Sorti le 18 décembre dernier sur Netflix, Le Blues de Ma Rainey signe la dernière apparition de l’acteur Chadwick Boseman, décédé en août dernier à l’âge de 43 ans. Réalisé par George C. Wolfe, c’est donc la dernière prestation posthume de l’acteur (à part une apparition vocale dans la future série Marvel What if … ?). Et même si on regrette évidemment sa disparition, Le Blues de Ma Rainey est un superbe chant du cygne pour le comédien.
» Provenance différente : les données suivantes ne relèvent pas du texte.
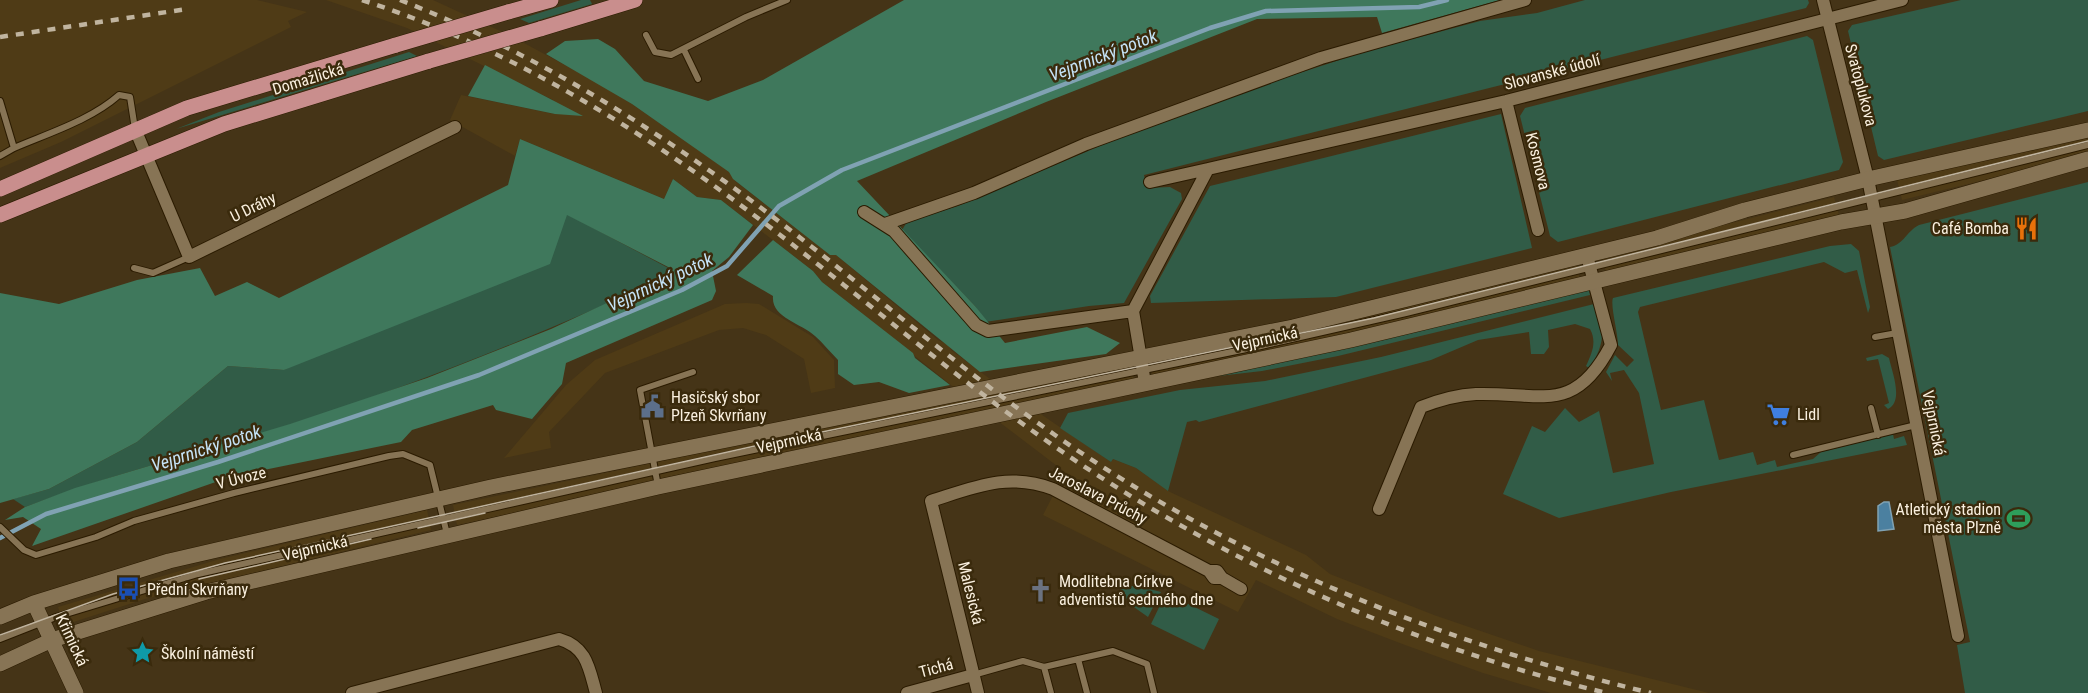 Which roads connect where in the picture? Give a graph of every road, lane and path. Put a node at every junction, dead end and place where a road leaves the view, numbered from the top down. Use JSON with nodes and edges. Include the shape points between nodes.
{"nodes":[{"id":1,"x":551,"y":0,"type":"edge"},
{"id":2,"x":635,"y":0,"type":"edge"},
{"id":3,"x":787,"y":0,"type":"edge"},
{"id":4,"x":1525,"y":0,"type":"edge"},
{"id":5,"x":1823,"y":0,"type":"edge"},
{"id":6,"x":1902,"y":0,"type":"edge"},
{"id":7,"x":1827,"y":17,"type":"junction"},
{"id":8,"x":646,"y":35,"type":"dead end"},
{"id":9,"x":684,"y":50,"type":"junction"},
{"id":10,"x":698,"y":79,"type":"dead end"},
{"id":11,"x":0,"y":101,"type":"edge"},
{"id":12,"x":1506,"y":101,"type":"junction"},
{"id":13,"x":455,"y":127,"type":"dead end"},
{"id":14,"x":135,"y":129,"type":"junction"},
{"id":15,"x":2088,"y":130,"type":"edge"},
{"id":16,"x":2088,"y":145,"type":"edge"},
{"id":17,"x":14,"y":148,"type":"junction"},
{"id":18,"x":144,"y":154,"type":"junction"},
{"id":19,"x":0,"y":156,"type":"edge"},
{"id":20,"x":2088,"y":159,"type":"edge"},
{"id":21,"x":1208,"y":169,"type":"junction"},
{"id":22,"x":1869,"y":179,"type":"junction"},
{"id":23,"x":1150,"y":182,"type":"dead end"},
{"id":24,"x":0,"y":189,"type":"edge"},
{"id":25,"x":1872,"y":197,"type":"junction"},
{"id":26,"x":864,"y":212,"type":"dead end"},
{"id":27,"x":0,"y":215,"type":"edge"},
{"id":28,"x":1875,"y":217,"type":"junction"},
{"id":29,"x":885,"y":224,"type":"junction"},
{"id":30,"x":1538,"y":230,"type":"dead end"},
{"id":31,"x":189,"y":256,"type":"junction"},
{"id":32,"x":134,"y":268,"type":"dead end"},
{"id":33,"x":1591,"y":268,"type":"junction"},
{"id":34,"x":1133,"y":311,"type":"junction"},
{"id":35,"x":1898,"y":333,"type":"junction"},
{"id":36,"x":1875,"y":338,"type":"dead end"},
{"id":37,"x":1143,"y":371,"type":"junction"},
{"id":38,"x":693,"y":372,"type":"dead end"},
{"id":39,"x":1871,"y":408,"type":"dead end"},
{"id":40,"x":1916,"y":425,"type":"junction"},
{"id":41,"x":1878,"y":435,"type":"junction"},
{"id":42,"x":652,"y":454,"type":"junction"},
{"id":43,"x":1793,"y":455,"type":"dead end"},
{"id":44,"x":655,"y":471,"type":"junction"},
{"id":45,"x":658,"y":487,"type":"junction"},
{"id":46,"x":438,"y":498,"type":"junction"},
{"id":47,"x":931,"y":501,"type":"joint"},
{"id":48,"x":1379,"y":509,"type":"dead end"},
{"id":49,"x":443,"y":518,"type":"junction"},
{"id":50,"x":0,"y":527,"type":"edge"},
{"id":51,"x":447,"y":535,"type":"junction"},
{"id":52,"x":1241,"y":589,"type":"dead end"},
{"id":53,"x":34,"y":603,"type":"junction"},
{"id":54,"x":0,"y":616,"type":"edge"},
{"id":55,"x":44,"y":622,"type":"junction"},
{"id":56,"x":1958,"y":636,"type":"dead end"},
{"id":57,"x":0,"y":639,"type":"edge"},
{"id":58,"x":51,"y":640,"type":"junction"},
{"id":59,"x":1078,"y":659,"type":"junction"},
{"id":60,"x":0,"y":664,"type":"edge"},
{"id":61,"x":1044,"y":667,"type":"junction"},
{"id":62,"x":973,"y":675,"type":"junction"},
{"id":63,"x":76,"y":693,"type":"edge"},
{"id":64,"x":352,"y":693,"type":"edge"},
{"id":65,"x":596,"y":693,"type":"edge"},
{"id":66,"x":907,"y":693,"type":"edge"},
{"id":67,"x":978,"y":693,"type":"edge"},
{"id":68,"x":1051,"y":693,"type":"edge"},
{"id":69,"x":1087,"y":693,"type":"edge"},
{"id":70,"x":1155,"y":693,"type":"edge"}],
"edges":[{"from":1,"to":14,"type":"main road","name":"Domažlická","bridge":true,"via":[[217,98]]},
{"from":2,"to":18,"type":"main road","name":"Domažlická","bridge":true,"via":[[224,124]]},
{"from":3,"to":9,"type":"lane"},
{"from":4,"to":29,"type":"street","via":[[1321,58],[1086,144],[974,193]]},
{"from":5,"to":7,"type":"street","name":"Svatoplukova"},
{"from":6,"to":7,"type":"street","name":"Slovanské údolí"},
{"from":7,"to":12,"type":"street","name":"Slovanské údolí"},
{"from":7,"to":22,"type":"street","name":"Svatoplukova"},
{"from":8,"to":9,"type":"lane","via":[[655,52],[671,55]]},
{"from":9,"to":10,"type":"lane"},
{"from":11,"to":17,"type":"lane"},
{"from":12,"to":21,"type":"street","name":"Slovanské údolí"},
{"from":12,"to":30,"type":"street","name":"Kosmova"},
{"from":13,"to":31,"type":"street","name":"U Dráhy"},
{"from":14,"to":17,"type":"lane","via":[[130,97],[119,94],[75,121]]},
{"from":14,"to":18,"type":"street"},
{"from":14,"to":24,"type":"main road","name":"Domažlická"},
{"from":15,"to":22,"type":"main road","name":"Vejprnická"},
{"from":16,"to":25,"type":"lane","name":"Vejprnická"},
{"from":17,"to":19,"type":"lane"},
{"from":18,"to":27,"type":"main road","name":"Domažlická"},
{"from":18,"to":31,"type":"street"},
{"from":20,"to":28,"type":"main road","name":"Vejprnická"},
{"from":21,"to":23,"type":"street","name":"Slovanské údolí"},
{"from":21,"to":34,"type":"street"},
{"from":22,"to":25,"type":"street","name":"Vejprnická"},
{"from":22,"to":33,"type":"main road","name":"Vejprnická","via":[[1745,210],[1658,238]]},
{"from":25,"to":28,"type":"street","name":"Vejprnická"},
{"from":25,"to":33,"type":"lane","name":"Vejprnická"},
{"from":26,"to":29,"type":"street"},
{"from":28,"to":33,"type":"main road","name":"Vejprnická"},
{"from":28,"to":35,"type":"street","name":"Vejprnická"},
{"from":29,"to":34,"type":"street","via":[[976,325],[988,332]]},
{"from":31,"to":32,"type":"lane","via":[[153,273]]},
{"from":33,"to":37,"type":"main road","name":"Vejprnická","via":[[1293,327]]},
{"from":33,"to":37,"type":"main road","name":"Vejprnická","via":[[1351,340]]},
{"from":33,"to":48,"type":"street","via":[[1611,345],[1587,382],[1548,398],[1476,394],[1446,398],[1421,407]]},
{"from":34,"to":37,"type":"street"},
{"from":35,"to":36,"type":"lane"},
{"from":35,"to":40,"type":"street","name":"Vejprnická"},
{"from":37,"to":42,"type":"main road","name":"Vejprnická"},
{"from":37,"to":44,"type":"lane","name":"Vejprnická"},
{"from":37,"to":45,"type":"main road","name":"Vejprnická"},
{"from":38,"to":42,"type":"lane","via":[[640,390]]},
{"from":39,"to":41,"type":"lane"},
{"from":40,"to":41,"type":"lane"},
{"from":40,"to":56,"type":"street","name":"Vejprnická"},
{"from":41,"to":43,"type":"lane"},
{"from":42,"to":44,"type":"lane"},
{"from":42,"to":46,"type":"main road","name":"Vejprnická"},
{"from":44,"to":45,"type":"lane"},
{"from":44,"to":49,"type":"lane","name":"Vejprnická"},
{"from":45,"to":51,"type":"main road","name":"Vejprnická"},
{"from":46,"to":49,"type":"lane","name":"V Úvoze"},
{"from":46,"to":50,"type":"lane","name":"V Úvoze","via":[[430,465],[403,454],[234,493],[134,521],[36,555],[24,550]]},
{"from":46,"to":53,"type":"main road","name":"Vejprnická","via":[[169,561]]},
{"from":47,"to":52,"type":"street","name":"Jaroslava Průchy","via":[[996,482],[1035,482],[1209,571],[1217,571]]},
{"from":47,"to":62,"type":"street","name":"Malesická"},
{"from":49,"to":51,"type":"lane","name":"V Úvoze"},
{"from":49,"to":55,"type":"lane","name":"Vejprnická","via":[[198,574]]},
{"from":51,"to":58,"type":"main road","name":"Vejprnická","via":[[206,592]]},
{"from":53,"to":54,"type":"main road","name":"Vejprnická"},
{"from":53,"to":55,"type":"main road","name":"Křimická"},
{"from":55,"to":57,"type":"lane","name":"Vejprnická"},
{"from":55,"to":58,"type":"main road","name":"Křimická"},
{"from":58,"to":60,"type":"main road","name":"Vejprnická"},
{"from":58,"to":63,"type":"main road","name":"Křimická"},
{"from":59,"to":61,"type":"lane"},
{"from":59,"to":69,"type":"lane"},
{"from":59,"to":70,"type":"lane","via":[[1113,651],[1137,659],[1147,664]]},
{"from":61,"to":62,"type":"lane","via":[[1023,661]]},
{"from":61,"to":68,"type":"lane"},
{"from":62,"to":66,"type":"street","name":"Tichá"},
{"from":62,"to":67,"type":"street","name":"Malesická"},
{"from":64,"to":65,"type":"street","via":[[559,639],[570,642],[585,655]]}]}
Le Blues de Ma Rainey : une adaptation intelligente
Adapté de la pièce de théâtre d’August Wilson, Ma Rainey’s Black Bottom, lauréat du prix Pulitzer en 1984, le film de George C. Wolfe est une touchante réussite. Le long-métrage se place dans le Chicago des années 1920. L’histoire se concentre sur une cession d’enregistrement d’un groupe de blues, dirigé par la légendaire Ma Rainey, considérée comme la mère du blues. Superbement incarnée par Viola Davis, la star, capricieuse, fait attendre ses musiciens, et entretient une relation compliquée avec ses producteurs, et le trompettiste de son groupe : Levee. Ce dernier est incarné par la verve et le talent du regretté Chadwick Boseman. Ce personnage a l’ambition de partir en solitaire et de monter son propre groupe. En parallèle, il est attiré par la copine de Ma, ce qui a de quoi créer de sacrées tensions.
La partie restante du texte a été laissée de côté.